=== ACTIVITY ===
Unless it is a picture, every line from the start of the entries through the line with "Digitize the connectivity" must be retyped exactly.

=== INFORMATION ===
__________

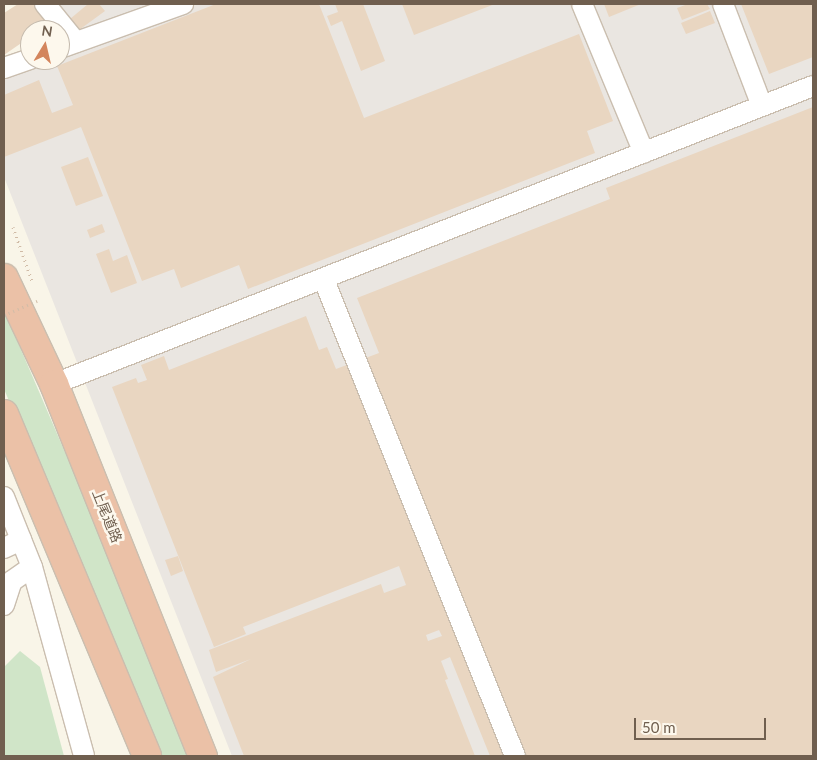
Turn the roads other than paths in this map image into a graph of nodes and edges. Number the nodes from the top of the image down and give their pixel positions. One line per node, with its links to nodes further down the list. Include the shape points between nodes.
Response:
1 (46, 4): 5 (street)
2 (183, 4): 6 (street)
3 (582, 4): 11 (street)
4 (723, 4): 10 (street)
5 (55, 20)
6 (70, 44)
7 (20, 62): 8 (street)
8 (4, 68)
9 (813, 86): 10 (street)
10 (762, 106): 11 (street)
11 (644, 153): 13 (street)
12 (4, 278): 14 (highway, 上尾道路)
13 (324, 280): 14 (street); 23 (street)
14 (54, 384): 22 (highway, 上尾道路)
15 (4, 414): 21 (highway)
16 (4, 497): 17 (street)
17 (12, 544): 18 (street)
18 (32, 567): 19 (street, via 12,581); 20 (street)
19 (4, 605)
20 (84, 756)
21 (147, 756)
22 (203, 756)
23 (515, 756)

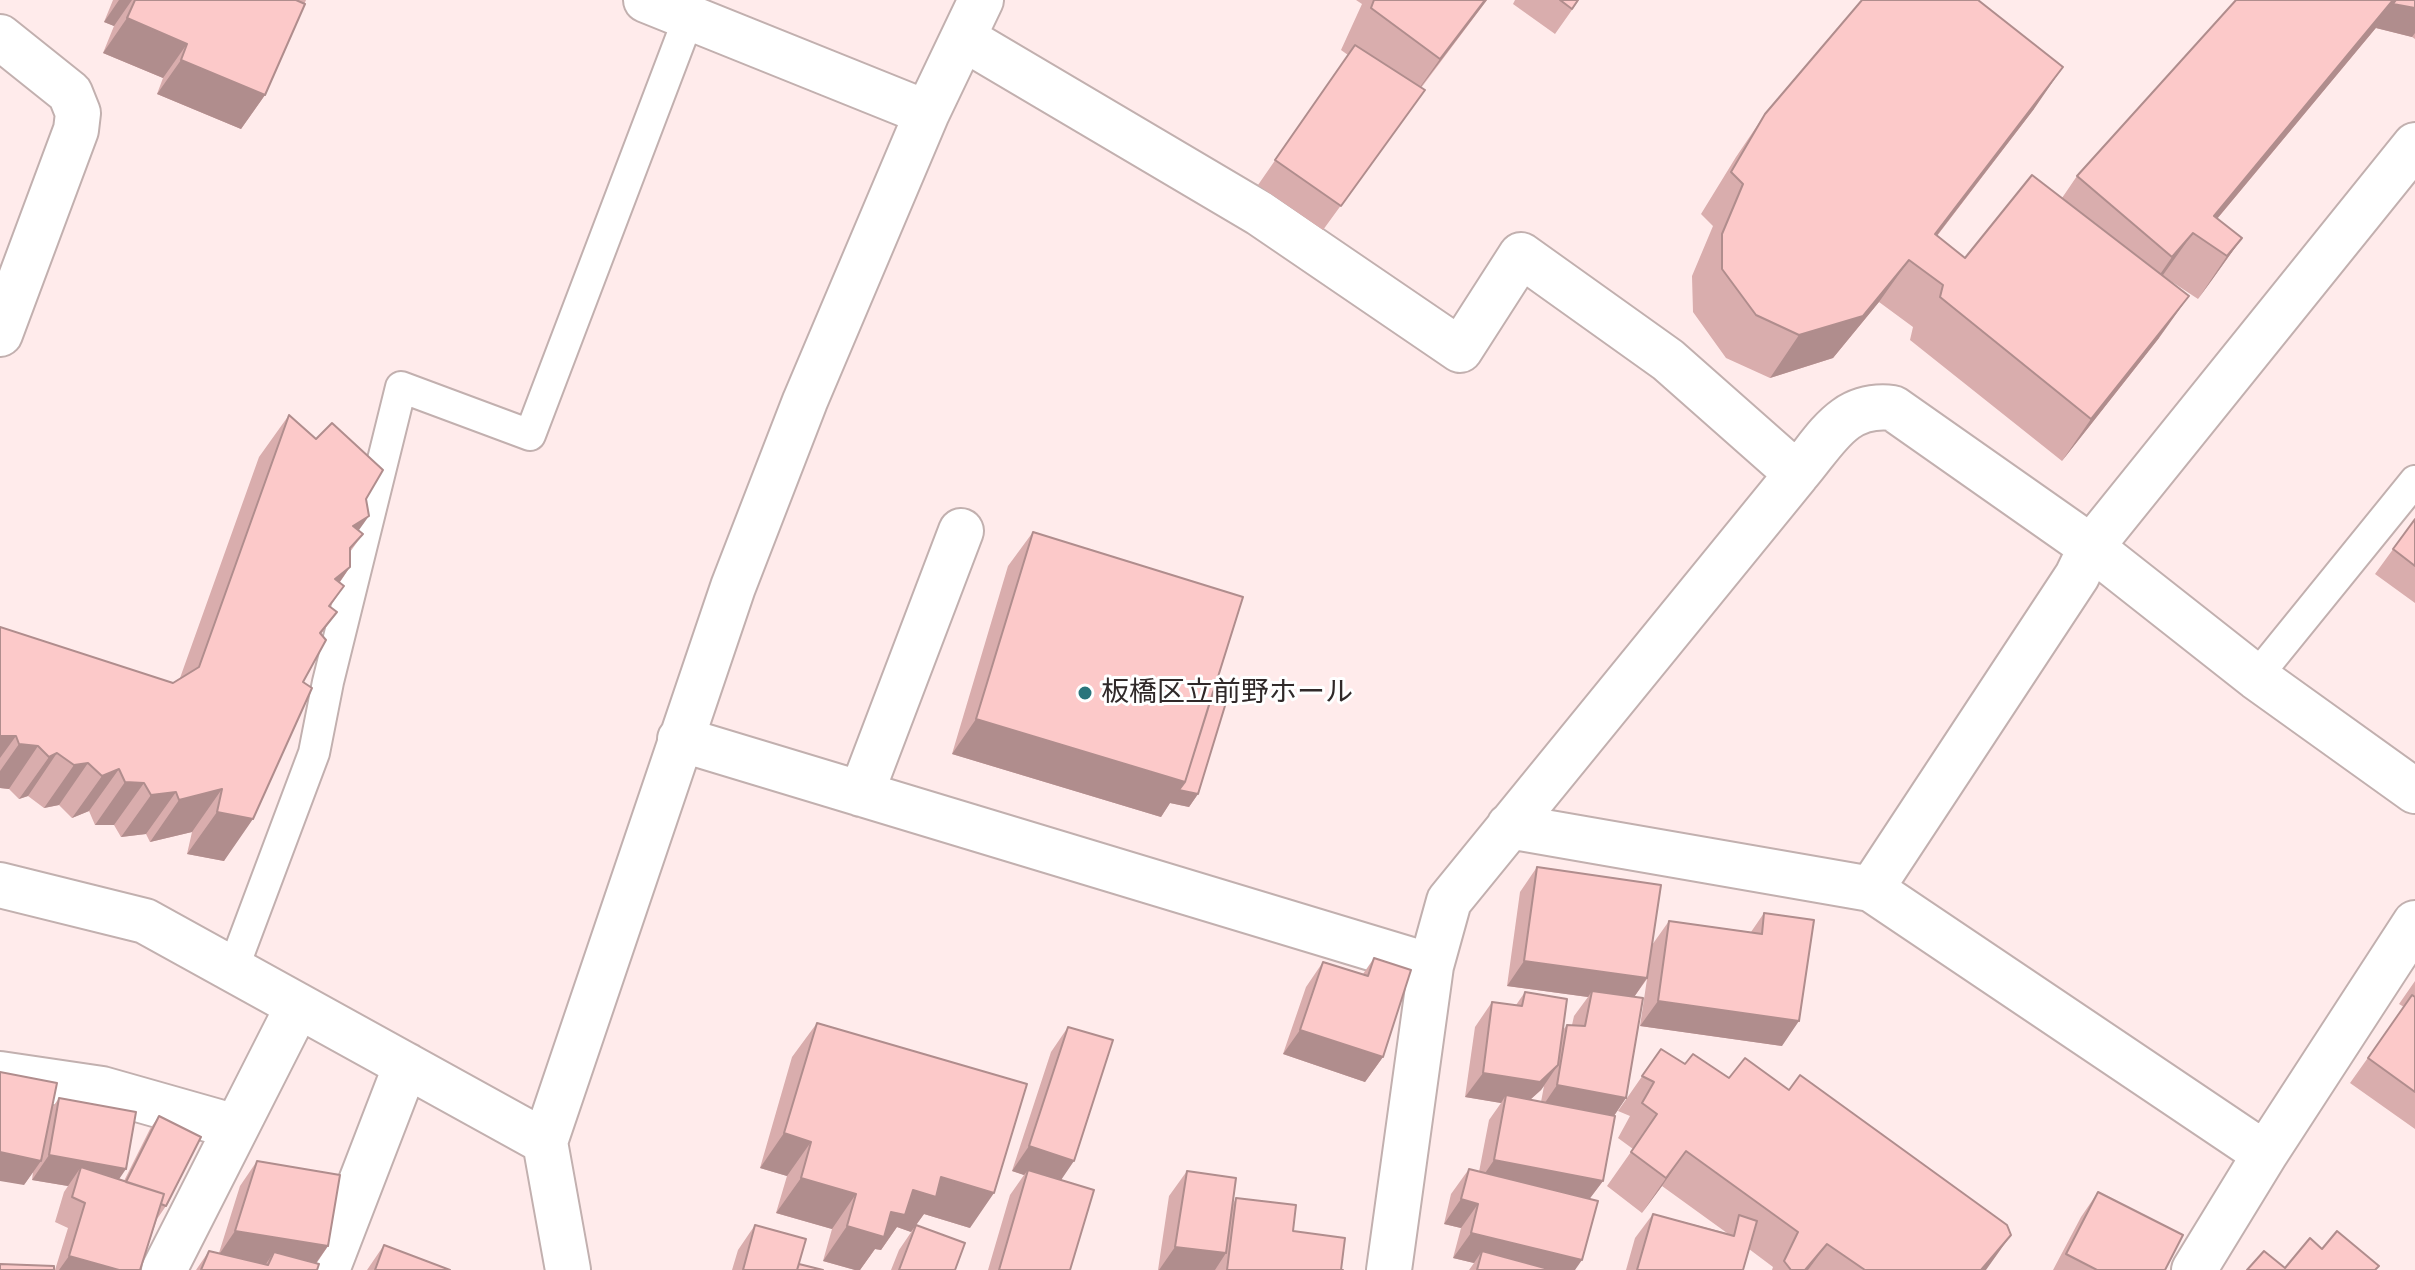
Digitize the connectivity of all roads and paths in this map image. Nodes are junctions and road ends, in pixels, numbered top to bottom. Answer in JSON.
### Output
{"nodes":[{"id":1,"x":646,"y":0,"type":"edge"},
{"id":2,"x":689,"y":17,"type":"junction"},
{"id":3,"x":972,"y":19,"type":"edge"},
{"id":4,"x":0,"y":37,"type":"edge"},
{"id":5,"x":927,"y":113,"type":"junction"},
{"id":6,"x":2415,"y":145,"type":"edge"},
{"id":7,"x":0,"y":334,"type":"edge"},
{"id":8,"x":1797,"y":474,"type":"junction"},
{"id":9,"x":2415,"y":481,"type":"edge"},
{"id":10,"x":961,"y":531,"type":"dead end"},
{"id":11,"x":2091,"y":547,"type":"junction"},
{"id":12,"x":2256,"y":677,"type":"junction"},
{"id":13,"x":680,"y":739,"type":"junction"},
{"id":14,"x":2415,"y":791,"type":"edge"},
{"id":15,"x":861,"y":794,"type":"junction"},
{"id":16,"x":1509,"y":826,"type":"junction"},
{"id":17,"x":0,"y":885,"type":"edge"},
{"id":18,"x":1871,"y":889,"type":"junction"},
{"id":19,"x":2415,"y":923,"type":"edge"},
{"id":20,"x":1431,"y":966,"type":"junction"},
{"id":21,"x":233,"y":969,"type":"junction"},
{"id":22,"x":298,"y":1006,"type":"junction"},
{"id":23,"x":406,"y":1065,"type":"junction"},
{"id":24,"x":0,"y":1074,"type":"edge"},
{"id":25,"x":236,"y":1127,"type":"junction"},
{"id":26,"x":545,"y":1142,"type":"junction"},
{"id":27,"x":2265,"y":1154,"type":"junction"},
{"id":28,"x":164,"y":1270,"type":"edge"},
{"id":29,"x":327,"y":1270,"type":"edge"},
{"id":30,"x":568,"y":1270,"type":"edge"},
{"id":31,"x":1389,"y":1270,"type":"edge"},
{"id":32,"x":2194,"y":1270,"type":"edge"}],
"edges":[{"from":1,"to":2,"type":"street"},
{"from":2,"to":5,"type":"street"},
{"from":2,"to":21,"type":"lane"},
{"from":3,"to":5,"type":"street"},
{"from":3,"to":8,"type":"street"},
{"from":4,"to":7,"type":"street"},
{"from":5,"to":13,"type":"street"},
{"from":6,"to":11,"type":"street"},
{"from":8,"to":11,"type":"street"},
{"from":8,"to":16,"type":"street"},
{"from":9,"to":12,"type":"lane"},
{"from":10,"to":15,"type":"street"},
{"from":11,"to":12,"type":"street"},
{"from":11,"to":18,"type":"street"},
{"from":12,"to":14,"type":"street"},
{"from":13,"to":15,"type":"street"},
{"from":13,"to":26,"type":"street"},
{"from":15,"to":20,"type":"street"},
{"from":16,"to":18,"type":"street"},
{"from":16,"to":20,"type":"street"},
{"from":17,"to":21,"type":"street"},
{"from":18,"to":27,"type":"street"},
{"from":19,"to":27,"type":"street"},
{"from":20,"to":31,"type":"street"},
{"from":21,"to":22,"type":"street"},
{"from":22,"to":23,"type":"street"},
{"from":22,"to":25,"type":"street"},
{"from":23,"to":26,"type":"street"},
{"from":23,"to":29,"type":"street"},
{"from":24,"to":25,"type":"street"},
{"from":25,"to":28,"type":"street"},
{"from":26,"to":30,"type":"street"},
{"from":27,"to":32,"type":"street"}]}
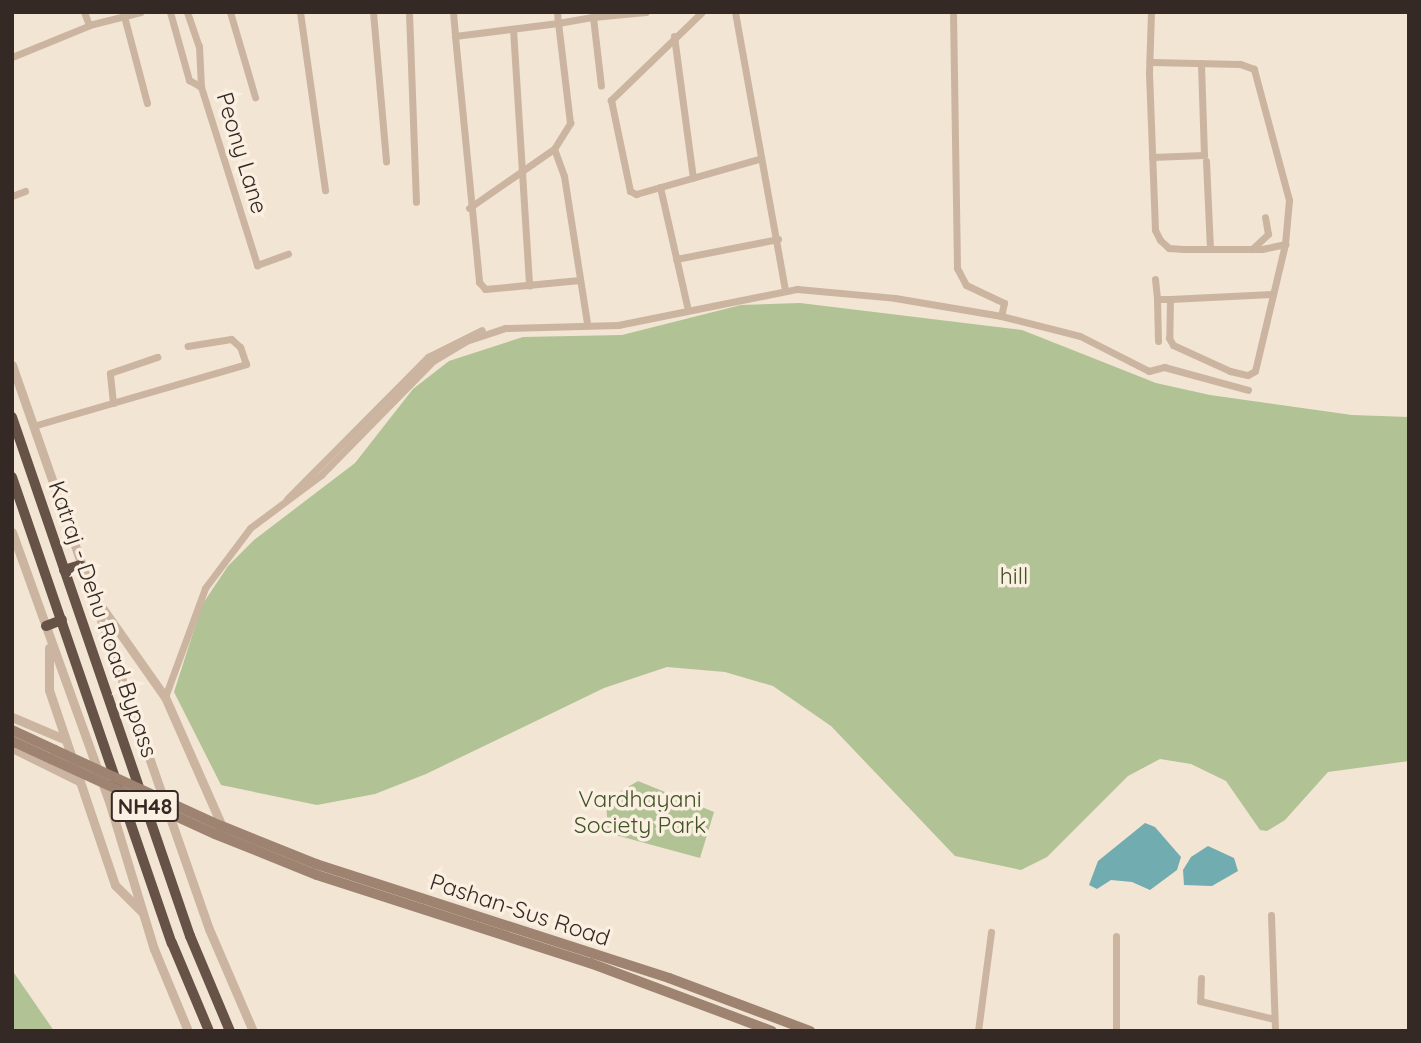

__________

=== EXERCISE OUTPUT ===
Turn the roads other than paths in this map image into a graph of nodes and edges. Number the nodes from the top of the image down and give their pixel positions. One line per node, with its links to nodes further down the list. Include the shape points between nodes.
Response:
1 (46, 4): 5 (street)
2 (183, 4): 6 (street)
3 (582, 4): 11 (street)
4 (723, 4): 10 (street)
5 (55, 20)
6 (70, 44)
7 (20, 62): 8 (street)
8 (4, 68)
9 (813, 86): 10 (street)
10 (762, 106): 11 (street)
11 (644, 153): 13 (street)
12 (4, 278): 14 (highway, 上尾道路)
13 (324, 280): 14 (street); 23 (street)
14 (54, 384): 22 (highway, 上尾道路)
15 (4, 414): 21 (highway)
16 (4, 497): 17 (street)
17 (12, 544): 18 (street)
18 (32, 567): 19 (street, via 12,581); 20 (street)
19 (4, 605)
20 (84, 756)
21 (147, 756)
22 (203, 756)
23 (515, 756)

Digitize the connectivity of all roads and paths in this map image. Nodes are junctions and road ends, in pixels, numbered top to bottom. Answer in JSON.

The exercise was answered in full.